What is required:
Repeat the data exactly, with every line included.

Input data:
┌──

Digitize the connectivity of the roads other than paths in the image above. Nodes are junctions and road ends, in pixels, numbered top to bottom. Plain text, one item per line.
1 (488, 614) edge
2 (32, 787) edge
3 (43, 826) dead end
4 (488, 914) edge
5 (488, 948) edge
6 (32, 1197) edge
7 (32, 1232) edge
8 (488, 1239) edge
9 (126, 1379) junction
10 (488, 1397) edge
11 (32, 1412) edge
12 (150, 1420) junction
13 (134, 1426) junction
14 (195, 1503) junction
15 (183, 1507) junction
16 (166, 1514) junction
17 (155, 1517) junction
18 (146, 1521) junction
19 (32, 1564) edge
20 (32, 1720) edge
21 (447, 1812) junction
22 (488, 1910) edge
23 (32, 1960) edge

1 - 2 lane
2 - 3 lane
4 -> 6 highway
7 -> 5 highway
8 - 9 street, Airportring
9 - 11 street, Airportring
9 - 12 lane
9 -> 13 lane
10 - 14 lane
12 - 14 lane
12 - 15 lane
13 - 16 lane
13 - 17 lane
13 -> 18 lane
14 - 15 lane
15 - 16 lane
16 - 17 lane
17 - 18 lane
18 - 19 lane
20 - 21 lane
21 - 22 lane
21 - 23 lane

└──

Reply:
Digitize the connectivity of the roads other than paths in the image above. Nodes are junctions and road ends, in pixels, numbered top to bottom. Plain text, one item per line.
1 (488, 614) edge
2 (32, 787) edge
3 (43, 826) dead end
4 (488, 914) edge
5 (488, 948) edge
6 (32, 1197) edge
7 (32, 1232) edge
8 (488, 1239) edge
9 (126, 1379) junction
10 (488, 1397) edge
11 (32, 1412) edge
12 (150, 1420) junction
13 (134, 1426) junction
14 (195, 1503) junction
15 (183, 1507) junction
16 (166, 1514) junction
17 (155, 1517) junction
18 (146, 1521) junction
19 (32, 1564) edge
20 (32, 1720) edge
21 (447, 1812) junction
22 (488, 1910) edge
23 (32, 1960) edge

1 - 2 lane
2 - 3 lane
4 -> 6 highway
7 -> 5 highway
8 - 9 street, Airportring
9 - 11 street, Airportring
9 - 12 lane
9 -> 13 lane
10 - 14 lane
12 - 14 lane
12 - 15 lane
13 - 16 lane
13 - 17 lane
13 -> 18 lane
14 - 15 lane
15 - 16 lane
16 - 17 lane
17 - 18 lane
18 - 19 lane
20 - 21 lane
21 - 22 lane
21 - 23 lane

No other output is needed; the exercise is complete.